The Council of Ancyra's decree holding that there was no such thing as night-riding and nocturnal congregations of witches stood in the Inquisition's way, though. In an instance of ecclesiastical chicanery, the old edict was circumvented in 1458 when an inquisitor named Nicholas Jaquerius held that witchcraft was a new sect altogether different from that the Council had spoken of, and tied it to Satan by claiming that woman had confessed to consorting with devil in the shape of goat during their Sabbaths. And besides, he maintained, even if night riding was an illusion, these women still clung to Satan during the day. The Inquisition was only too happy to see it Jaquerius' way. 

In 1484 Pope Innocent VIII issued a papal bull declaring war on witches in which both the Church and secular authorities were given full power to proceed against them. Within five years, Germany's two chief inquisitors, Fathers Kramer and Sprenger, wrote a notorious textbook for conducting witch trials, the Malleus Maleficarum, translatable as "the hammer of witches." Under the new rules, torture could be kept up for days on end, children could turn in their parents, criminals could give evidence, and even defense lawyers could become suspect. A denial of witchcraft was seen as sure sign of guilt. Convicted witches were to be handed over to local authorities and burnt at the stake. And conveniently, only the inquisitors themselves were somehow immune from the satanic influence that seemed to be spreading like the plague itself. 

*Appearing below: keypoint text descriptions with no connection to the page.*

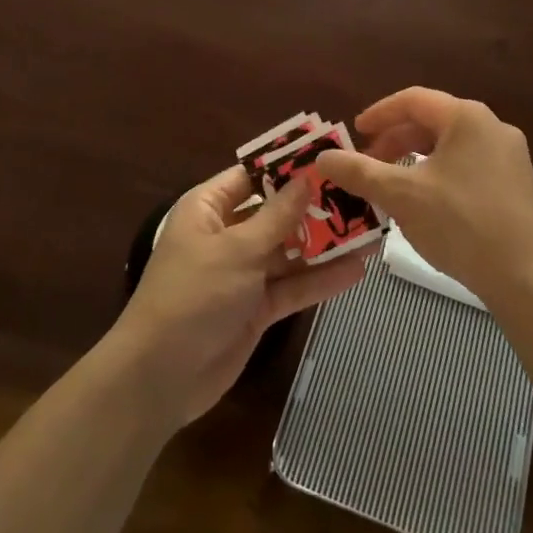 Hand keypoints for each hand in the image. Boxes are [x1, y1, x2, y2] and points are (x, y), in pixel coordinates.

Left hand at [110, 165, 368, 427]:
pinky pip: (293, 286)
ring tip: (371, 231)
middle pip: (277, 212)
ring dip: (325, 244)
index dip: (288, 166)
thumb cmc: (194, 295)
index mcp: (210, 208)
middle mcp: (227, 234)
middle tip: (361, 194)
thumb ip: (277, 216)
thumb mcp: (238, 249)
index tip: (329, 155)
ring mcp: (243, 273)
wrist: (161, 376)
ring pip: (290, 250)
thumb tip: (306, 178)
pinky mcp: (257, 307)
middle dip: (315, 206)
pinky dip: (320, 280)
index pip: (253, 176)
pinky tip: (357, 270)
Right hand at [316, 87, 532, 303]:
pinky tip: (427, 203)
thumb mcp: (402, 195)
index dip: (379, 114)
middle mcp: (492, 126)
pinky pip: (468, 165)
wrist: (527, 276)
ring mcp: (510, 155)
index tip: (355, 132)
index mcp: (466, 117)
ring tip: (392, 184)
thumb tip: (322, 157)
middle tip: (368, 163)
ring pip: (450, 146)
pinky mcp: (517, 183)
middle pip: (432, 122)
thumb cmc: (460, 223)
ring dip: (416, 159)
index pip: (413, 100)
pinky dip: (439, 173)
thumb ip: (359, 171)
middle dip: (395, 140)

With Innocent VIII's bull in one hand and the Malleus Maleficarum in the other, the inquisitors fanned out through Europe hunting, torturing and burning witches. The popular belief was that witches engaged with lustful revels with Satan, mocked the Christian religion, and, worst of all, and ate unbaptized babies at their Sabbaths. The hapless people accused by friends, neighbors, and relatives trying to save themselves from the stake were expected to confess to all this. Only a steadfast denial of guilt under torture could save the accused. Most, of course, confessed to avoid the agony of the racks, thumbscrews, and other tools of the inquisitors' trade. 

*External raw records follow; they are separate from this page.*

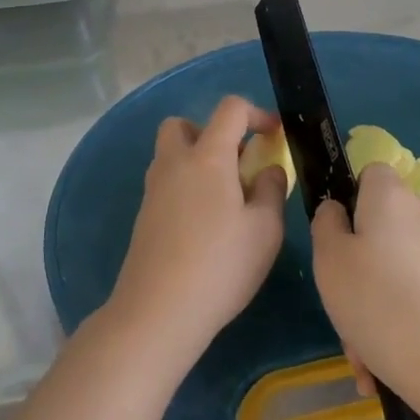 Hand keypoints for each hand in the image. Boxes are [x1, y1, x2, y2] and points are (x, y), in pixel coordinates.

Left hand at [106, 96, 287, 368]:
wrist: (158, 310)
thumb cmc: (221, 265)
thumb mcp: (265, 229)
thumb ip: (271, 190)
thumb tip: (267, 169)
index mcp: (207, 157)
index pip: (229, 109)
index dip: (256, 113)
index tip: (274, 135)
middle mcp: (174, 163)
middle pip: (183, 124)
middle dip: (211, 132)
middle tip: (235, 164)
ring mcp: (153, 189)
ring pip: (171, 154)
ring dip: (196, 160)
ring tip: (225, 198)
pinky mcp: (144, 216)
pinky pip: (166, 183)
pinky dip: (185, 187)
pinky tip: (205, 224)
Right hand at [311, 163, 419, 411]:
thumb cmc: (383, 306)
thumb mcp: (330, 261)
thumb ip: (326, 225)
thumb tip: (338, 211)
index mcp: (392, 197)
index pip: (370, 174)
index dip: (349, 201)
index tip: (336, 242)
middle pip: (382, 227)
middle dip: (359, 269)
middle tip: (343, 312)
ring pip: (398, 270)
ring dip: (377, 306)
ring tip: (364, 358)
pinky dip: (404, 323)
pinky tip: (387, 369) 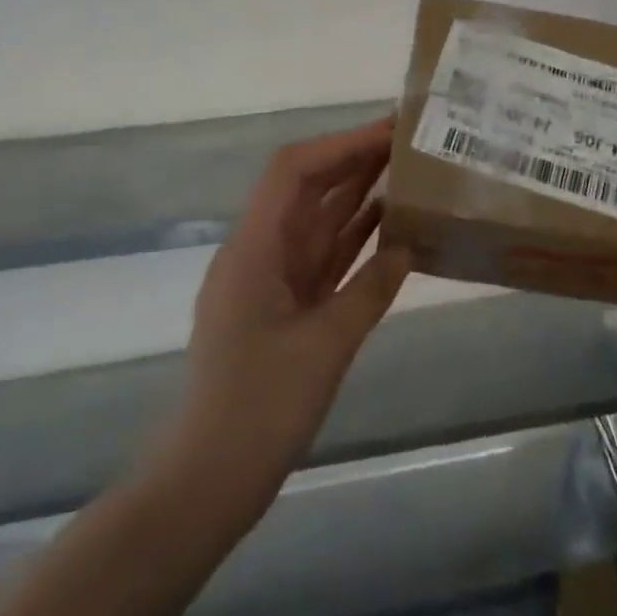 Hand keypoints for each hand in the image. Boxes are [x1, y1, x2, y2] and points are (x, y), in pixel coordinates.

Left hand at [171, 117, 411, 515]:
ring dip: (357, 194)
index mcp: (254, 250)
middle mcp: (260, 253)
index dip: (340, 144)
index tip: (388, 131)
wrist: (208, 484)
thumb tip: (408, 246)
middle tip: (408, 143)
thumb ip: (370, 290)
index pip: (293, 172)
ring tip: (408, 170)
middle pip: (308, 189)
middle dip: (354, 160)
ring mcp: (272, 280)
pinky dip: (355, 238)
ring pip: (319, 221)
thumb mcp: (325, 347)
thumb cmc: (259, 411)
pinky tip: (390, 225)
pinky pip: (324, 257)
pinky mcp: (286, 307)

Estimates of how many perished range from one hundred thousand to a million, with the greatest loss of life occurring in France and Germany. Fortunately for England, common law forbade torture in most cases, and relatively few executions took place. In Spain, too, the chief inquisitor, Frias Salazar, examined hundreds of cases and found merit in none of them. But elsewhere on the Continent, entire villages were sometimes wiped out. With the Reformation, Protestant inquisitors joined the hunt as well The witch-hunts were an orgy of misogyny - scholars estimate that 80 to 90 percent of those burned as witches were women. Of the male victims, many were simply trying to protect the accused women from the hunters. Single women, elderly and feeble peasant women, midwives, lesbians, and women who had pets that could be brought into evidence as "animal familiars" all became targets. 

And yet, through it all, history does not record a single instance of anyone ever having witnessed a witches' Sabbath. The phenomenon of witchcraft, Parrinder writes, was entirely in the minds of the inquisitors. And even though the Age of Enlightenment brought the witch burnings to an end, history always seems to provide enough events to prove that wherever ignorance and blind obedience to either religious or temporal authority prevail, innocent people will be in danger.